• Problem to work on:
Reproduce nothing but the lines from the start of the material through the line that includes "cr.restore()", both ends included, and omit every picture.

• Data extracts:
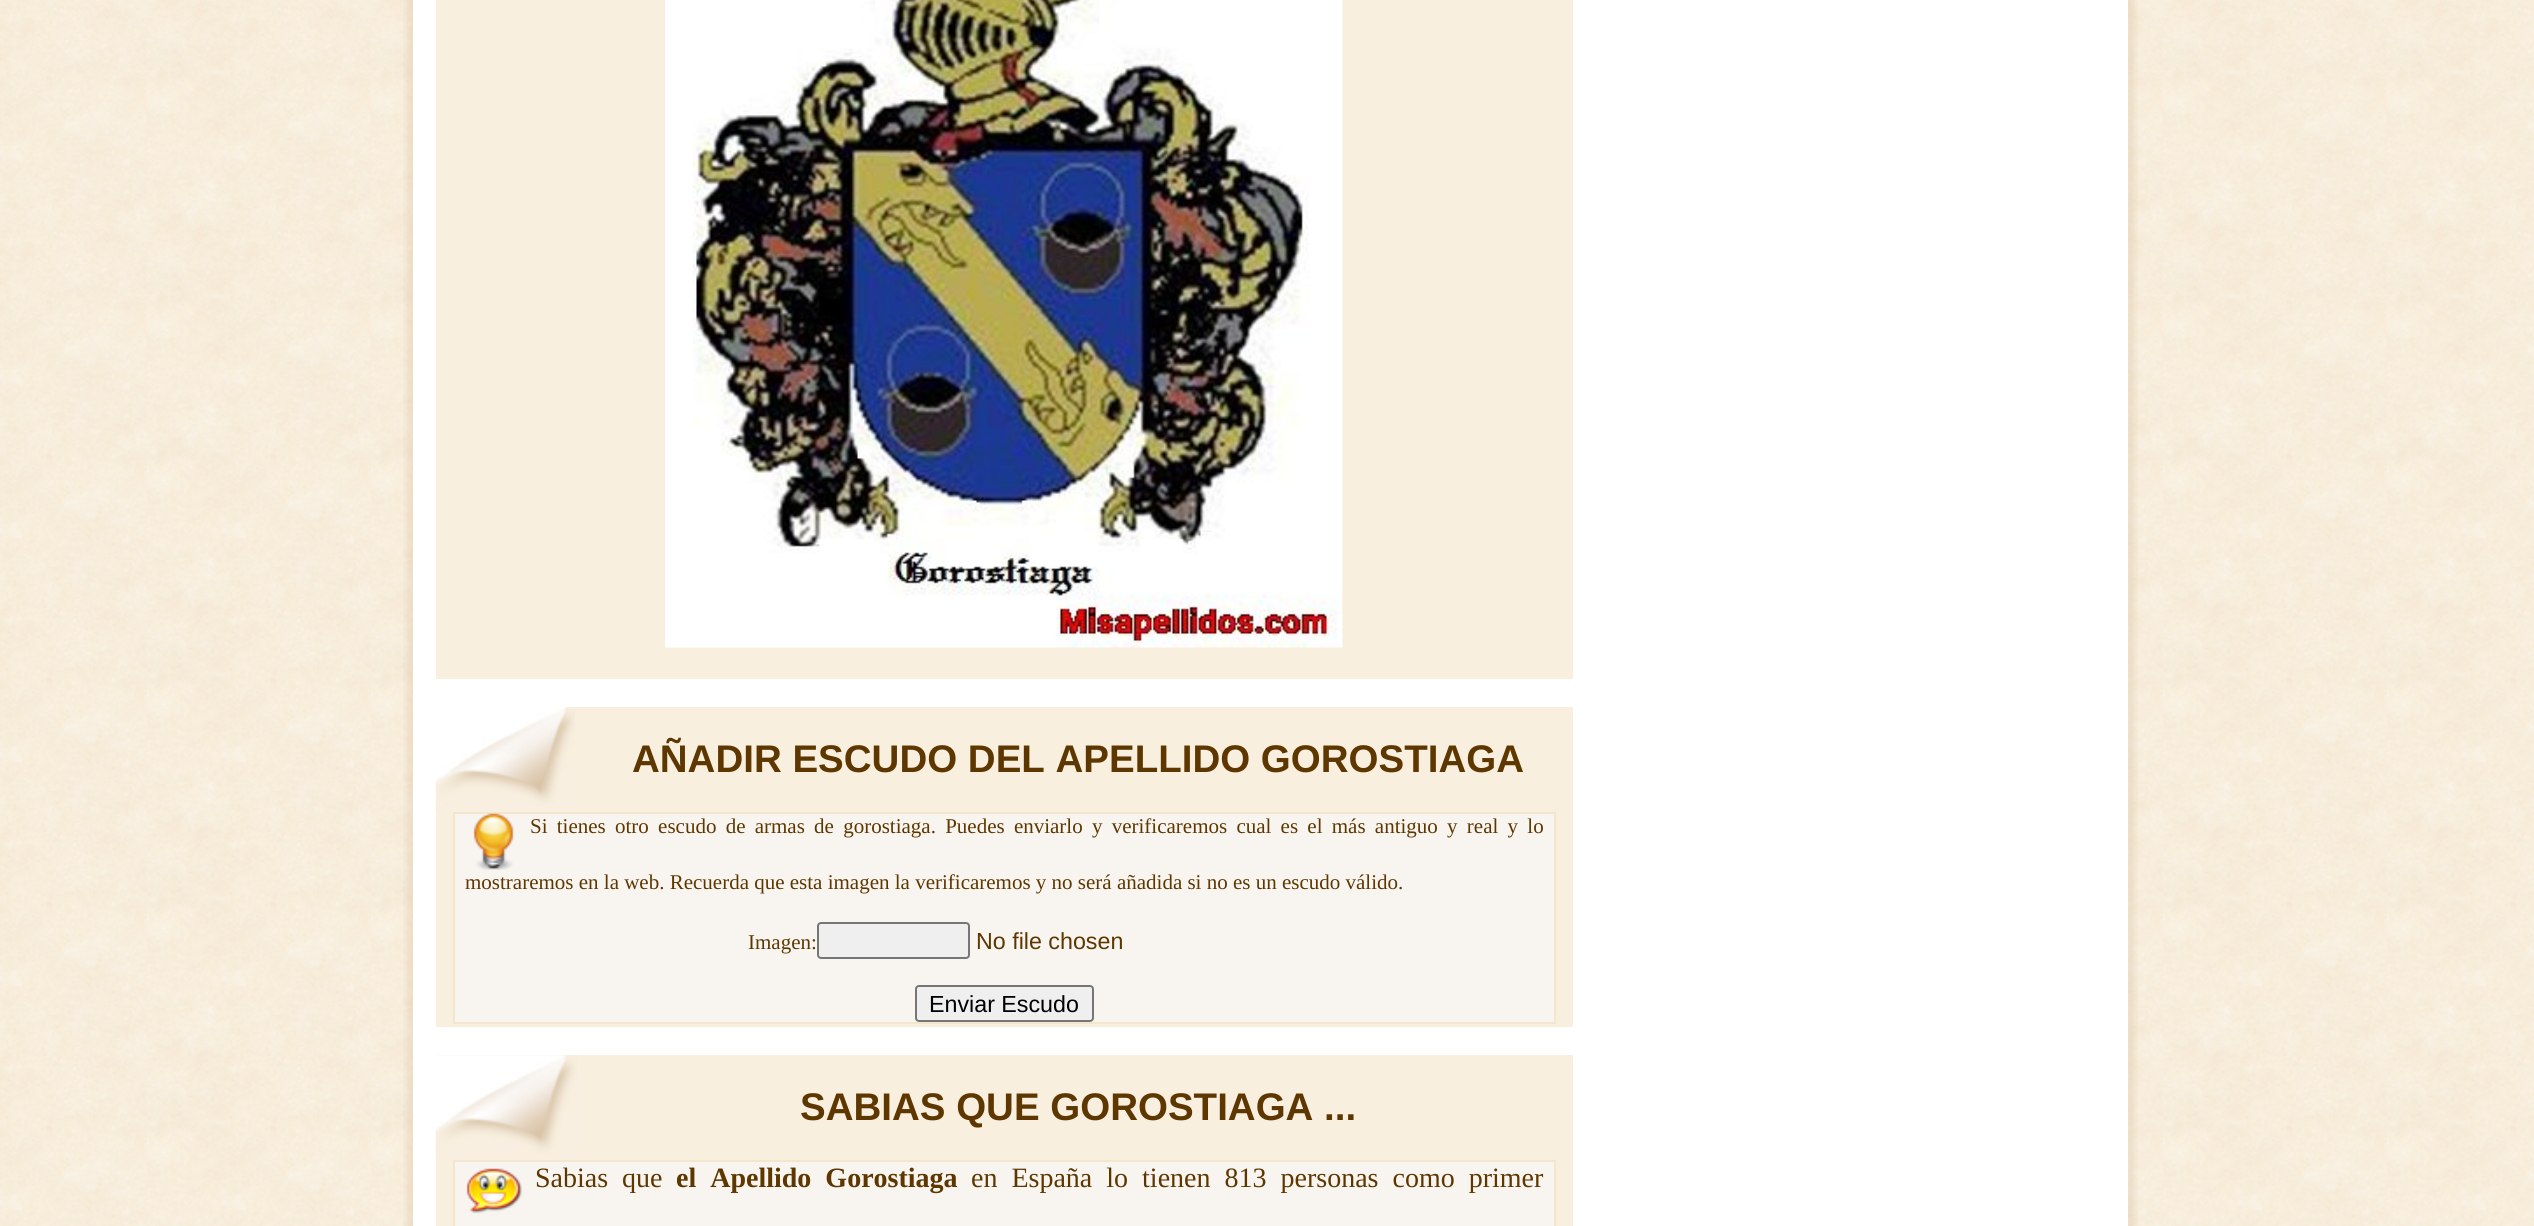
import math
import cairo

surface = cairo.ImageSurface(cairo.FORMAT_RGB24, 2534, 1226)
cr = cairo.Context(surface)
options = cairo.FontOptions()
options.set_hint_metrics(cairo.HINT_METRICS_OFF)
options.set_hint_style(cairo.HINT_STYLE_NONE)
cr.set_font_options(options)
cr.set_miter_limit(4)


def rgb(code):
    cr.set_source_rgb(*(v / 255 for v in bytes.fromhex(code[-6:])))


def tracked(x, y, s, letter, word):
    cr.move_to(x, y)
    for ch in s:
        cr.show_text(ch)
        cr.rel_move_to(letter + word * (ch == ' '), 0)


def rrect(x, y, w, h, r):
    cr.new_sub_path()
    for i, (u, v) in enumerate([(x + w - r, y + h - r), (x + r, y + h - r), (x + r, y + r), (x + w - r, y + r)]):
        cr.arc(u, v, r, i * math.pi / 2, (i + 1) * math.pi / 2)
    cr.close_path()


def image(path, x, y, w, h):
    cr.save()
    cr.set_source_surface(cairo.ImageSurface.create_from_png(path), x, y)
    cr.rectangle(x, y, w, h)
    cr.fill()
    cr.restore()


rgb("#ffffff")
cr.paint()
image("img/1.png", 0, 0, 2534, 1226)
image("img/2.png", 403, 0, 10, 1226)
rgb("#ffffff")
cr.rectangle(413, 0, 1715, 1226)
cr.fill()
rgb("#f8efdf")
cr.rectangle(436, 0, 1137, 679)
cr.fill()
image("img/3.png", 665, 0, 678, 648)
cr.rectangle(436, 707, 1137, 320)
cr.fill()
image("img/4.png", 435, 707, 140, 105)
rgb("#f8f5f0")
cr.rectangle(454, 813, 1101, 210)
cr.fill_preserve()
rgb("#f4e6cc")
cr.stroke()
image("img/5.png", 473, 813, 41, 57)
rgb("#efefef")
rrect(818, 923, 151, 35, 3)
cr.fill_preserve()
rgb("#767676")
cr.stroke()
rgb("#efefef")
rrect(916, 986, 177, 35, 3)
cr.fill_preserve()
rgb("#767676")
cr.stroke()
rgb("#f8efdf")
cr.rectangle(436, 1055, 1137, 171)
cr.fill()
rgb("#f8f5f0")
cr.rectangle(454, 1161, 1101, 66)
cr.fill_preserve()
rgb("#f4e6cc")
cr.stroke()
image("img/6.png", 435, 1055, 149, 106)
image("img/7.png", 466, 1168, 56, 46)
image("img/8.png", 2128, 0, 10, 1226)
cr.select_font_face("Liberation Sans", cairo.FONT_SLANT_NORMAL, cairo.FONT_WEIGHT_BOLD)
cr.set_font_size(38.5)
rgb("#5e3700")
cr.move_to(632, 772)
cr.show_text("AÑADIR ESCUDO DEL APELLIDO GOROSTIAGA")
cr.select_font_face("Liberation Serif")
cr.set_font_size(21)
tracked(530, 833, "Si tienes otro escudo de armas de gorostiaga. Puedes enviarlo y verificaremos cual es el más antiguo y real y lo", 0, 4)
cr.move_to(465, 889)
cr.show_text("mostraremos en la web. Recuerda que esta imagen la verificaremos y no será añadida si no es un escudo válido.")
cr.move_to(748, 949)
cr.show_text("Imagen:")
cr.select_font_face("Liberation Sans")
cr.set_font_size(23.25)
cr.move_to(976, 949)
cr.show_text("No file chosen")
rgb("#000000")
cr.move_to(929, 1012)
cr.show_text("Enviar Escudo")
cr.select_font_face("Liberation Sans", cairo.FONT_SLANT_NORMAL, cairo.FONT_WEIGHT_BOLD)
cr.set_font_size(38.5)
rgb("#5e3700")
cr.move_to(800, 1120)
cr.show_text("SABIAS QUE GOROSTIAGA ...")
cr.select_font_face("Liberation Serif")
cr.set_font_size(28)
tracked(535, 1187, "Sabias que", 0, 7)
cr.select_font_face("Liberation Serif", cairo.FONT_SLANT_NORMAL, cairo.FONT_WEIGHT_BOLD)
tracked(676, 1187, "el Apellido Gorostiaga", 0, 7)
cr.select_font_face("Liberation Serif")
tracked(971, 1187, "en España lo tienen 813 personas como primer", 0, 7)
surface.write_to_png("page.png")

• Written answer:
import math
import cairo

surface = cairo.ImageSurface(cairo.FORMAT_RGB24, 2534, 1226)
cr = cairo.Context(surface)
options = cairo.FontOptions()
options.set_hint_metrics(cairo.HINT_METRICS_OFF)
options.set_hint_style(cairo.HINT_STYLE_NONE)
cr.set_font_options(options)
cr.set_miter_limit(4)


def rgb(code):
    cr.set_source_rgb(*(v / 255 for v in bytes.fromhex(code[-6:])))


def tracked(x, y, s, letter, word):
    cr.move_to(x, y)
    for ch in s:
        cr.show_text(ch)
        cr.rel_move_to(letter + word * (ch == ' '), 0)


def rrect(x, y, w, h, r):
    cr.new_sub_path()
    for i, (u, v) in enumerate([(x + w - r, y + h - r), (x + r, y + h - r), (x + r, y + r), (x + w - r, y + r)]):
        cr.arc(u, v, r, i * math.pi / 2, (i + 1) * math.pi / 2)
    cr.close_path()


def image(path, x, y, w, h):
    cr.save()
    cr.set_source_surface(cairo.ImageSurface.create_from_png(path), x, y)
    cr.rectangle(x, y, w, h)
    cr.fill()
    cr.restore()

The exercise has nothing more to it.